In the records below, find the line holding "ring mcp: (156, 177)" and the line holding "index mcp: (459, 240)". Set down both, with every line between them, exactly.

Saved data entries:
§ §
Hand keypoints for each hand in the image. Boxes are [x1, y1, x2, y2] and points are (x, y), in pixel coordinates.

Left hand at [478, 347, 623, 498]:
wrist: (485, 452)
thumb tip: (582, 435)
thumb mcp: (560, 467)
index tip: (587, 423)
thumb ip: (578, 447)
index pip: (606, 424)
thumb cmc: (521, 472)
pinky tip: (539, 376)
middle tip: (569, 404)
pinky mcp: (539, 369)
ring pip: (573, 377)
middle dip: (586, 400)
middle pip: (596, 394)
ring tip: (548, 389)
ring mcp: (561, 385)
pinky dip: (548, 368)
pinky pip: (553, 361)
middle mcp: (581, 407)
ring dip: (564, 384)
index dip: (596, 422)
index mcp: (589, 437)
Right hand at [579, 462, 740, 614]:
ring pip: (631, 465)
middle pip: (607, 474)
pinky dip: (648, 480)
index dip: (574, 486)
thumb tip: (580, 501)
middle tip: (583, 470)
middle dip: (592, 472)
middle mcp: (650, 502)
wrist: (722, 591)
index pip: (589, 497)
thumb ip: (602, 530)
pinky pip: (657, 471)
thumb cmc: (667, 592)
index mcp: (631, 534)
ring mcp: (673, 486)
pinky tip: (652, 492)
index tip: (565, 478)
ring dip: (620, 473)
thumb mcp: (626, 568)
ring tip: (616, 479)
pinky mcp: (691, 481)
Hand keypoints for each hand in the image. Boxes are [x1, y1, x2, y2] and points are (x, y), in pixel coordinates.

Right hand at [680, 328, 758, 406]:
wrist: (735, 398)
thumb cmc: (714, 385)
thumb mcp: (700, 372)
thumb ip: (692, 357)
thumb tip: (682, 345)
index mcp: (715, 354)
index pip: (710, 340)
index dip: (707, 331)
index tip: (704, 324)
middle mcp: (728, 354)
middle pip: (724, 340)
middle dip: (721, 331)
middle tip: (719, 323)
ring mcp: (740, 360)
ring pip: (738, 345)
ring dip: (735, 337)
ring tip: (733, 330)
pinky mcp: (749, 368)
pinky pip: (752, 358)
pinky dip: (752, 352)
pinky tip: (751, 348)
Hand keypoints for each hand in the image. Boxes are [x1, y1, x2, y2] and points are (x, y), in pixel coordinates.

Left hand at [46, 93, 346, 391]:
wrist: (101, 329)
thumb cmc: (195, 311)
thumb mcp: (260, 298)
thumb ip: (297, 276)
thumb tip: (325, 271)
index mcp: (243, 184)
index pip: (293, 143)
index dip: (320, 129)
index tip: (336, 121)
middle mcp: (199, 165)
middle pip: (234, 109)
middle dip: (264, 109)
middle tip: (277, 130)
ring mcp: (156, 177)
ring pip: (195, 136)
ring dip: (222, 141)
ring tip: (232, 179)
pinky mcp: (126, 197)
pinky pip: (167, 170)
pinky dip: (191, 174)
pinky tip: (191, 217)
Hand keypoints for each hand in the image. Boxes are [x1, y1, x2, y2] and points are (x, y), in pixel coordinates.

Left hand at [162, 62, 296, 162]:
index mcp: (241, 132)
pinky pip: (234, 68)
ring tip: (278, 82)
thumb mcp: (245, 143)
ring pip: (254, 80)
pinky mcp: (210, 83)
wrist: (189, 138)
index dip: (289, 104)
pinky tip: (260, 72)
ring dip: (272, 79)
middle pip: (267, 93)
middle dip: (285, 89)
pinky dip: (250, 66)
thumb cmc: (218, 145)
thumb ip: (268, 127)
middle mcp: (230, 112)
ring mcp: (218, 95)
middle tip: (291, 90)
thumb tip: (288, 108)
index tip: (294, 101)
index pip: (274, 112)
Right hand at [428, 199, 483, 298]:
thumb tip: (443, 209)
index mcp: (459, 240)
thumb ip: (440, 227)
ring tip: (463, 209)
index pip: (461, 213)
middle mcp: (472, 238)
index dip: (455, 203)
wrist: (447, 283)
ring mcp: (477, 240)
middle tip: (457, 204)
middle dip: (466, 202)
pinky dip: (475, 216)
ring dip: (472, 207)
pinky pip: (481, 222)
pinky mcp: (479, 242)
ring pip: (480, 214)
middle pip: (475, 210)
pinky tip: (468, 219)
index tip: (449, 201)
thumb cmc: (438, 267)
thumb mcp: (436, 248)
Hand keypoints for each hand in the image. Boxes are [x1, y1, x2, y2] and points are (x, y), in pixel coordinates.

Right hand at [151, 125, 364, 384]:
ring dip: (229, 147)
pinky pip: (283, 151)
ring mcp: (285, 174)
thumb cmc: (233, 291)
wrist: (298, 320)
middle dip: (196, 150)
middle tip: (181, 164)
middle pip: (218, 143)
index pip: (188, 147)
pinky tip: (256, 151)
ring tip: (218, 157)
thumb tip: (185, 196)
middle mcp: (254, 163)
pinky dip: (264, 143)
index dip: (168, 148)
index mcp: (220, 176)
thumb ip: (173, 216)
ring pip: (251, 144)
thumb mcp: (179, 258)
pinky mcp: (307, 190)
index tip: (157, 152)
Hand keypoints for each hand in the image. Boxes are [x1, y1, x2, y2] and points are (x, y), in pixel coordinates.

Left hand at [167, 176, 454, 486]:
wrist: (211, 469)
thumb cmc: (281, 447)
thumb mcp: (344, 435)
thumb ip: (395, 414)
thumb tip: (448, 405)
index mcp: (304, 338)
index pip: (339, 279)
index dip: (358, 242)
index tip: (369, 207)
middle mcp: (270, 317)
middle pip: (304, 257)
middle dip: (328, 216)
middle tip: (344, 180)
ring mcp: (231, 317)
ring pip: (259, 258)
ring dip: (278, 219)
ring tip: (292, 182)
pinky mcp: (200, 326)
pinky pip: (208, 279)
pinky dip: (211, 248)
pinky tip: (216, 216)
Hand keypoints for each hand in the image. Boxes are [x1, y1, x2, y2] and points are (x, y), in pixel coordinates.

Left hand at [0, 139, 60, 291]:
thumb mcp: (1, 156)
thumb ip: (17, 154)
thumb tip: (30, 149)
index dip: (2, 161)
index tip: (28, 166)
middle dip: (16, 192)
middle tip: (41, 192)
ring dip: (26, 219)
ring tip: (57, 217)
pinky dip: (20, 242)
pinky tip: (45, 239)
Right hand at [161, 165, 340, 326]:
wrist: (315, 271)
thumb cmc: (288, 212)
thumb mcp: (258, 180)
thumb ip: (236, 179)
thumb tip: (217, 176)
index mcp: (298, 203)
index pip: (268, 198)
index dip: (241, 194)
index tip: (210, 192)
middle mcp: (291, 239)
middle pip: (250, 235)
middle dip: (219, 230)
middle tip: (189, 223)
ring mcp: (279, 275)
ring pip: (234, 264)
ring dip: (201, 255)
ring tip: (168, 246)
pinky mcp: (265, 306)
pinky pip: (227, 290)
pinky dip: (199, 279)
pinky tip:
§ §
● WRITTEN RESPONSE
ring mcp: (156, 177)
ring pip: (195, 136)
ring dip: (222, 141)
ring tip: (232, 179)
pinky mcp: (126, 197)
pinky pip: (167, 170)
pinky dip: (191, 174)
pinky tip: (191, 217)
Hand keypoints for each hand in the image. Boxes are [x1, y1, x2, y2] and points are (x, y), in pixel coordinates.

Left hand at [162, 62, 296, 162]:
index mcp: (241, 132)
pinky pip: (234, 68)
ring tip: (278, 82)
thumb mcp: (245, 143)
ring pip: (254, 80)
pinky mcp: (210, 83)
wrist: (189, 138)
index dip: (289, 104)
pinky tip: (260, 72)
ring dip: (272, 79)
middle pip: (267, 93)
middle dip: (285, 89)
pinky dip: (250, 66)
thumb cmc: (218, 145)
thumb ip: (268, 127)
middle mcp: (230, 112)
ring mcp: (218, 95)
middle tip: (291, 90)
thumb tip: (288, 108)
index tip: (294, 101)
index pip: (274, 112)
Right hand at [428, 199, 483, 298]:
thumb tip: (443, 209)
index mcp: (459, 240)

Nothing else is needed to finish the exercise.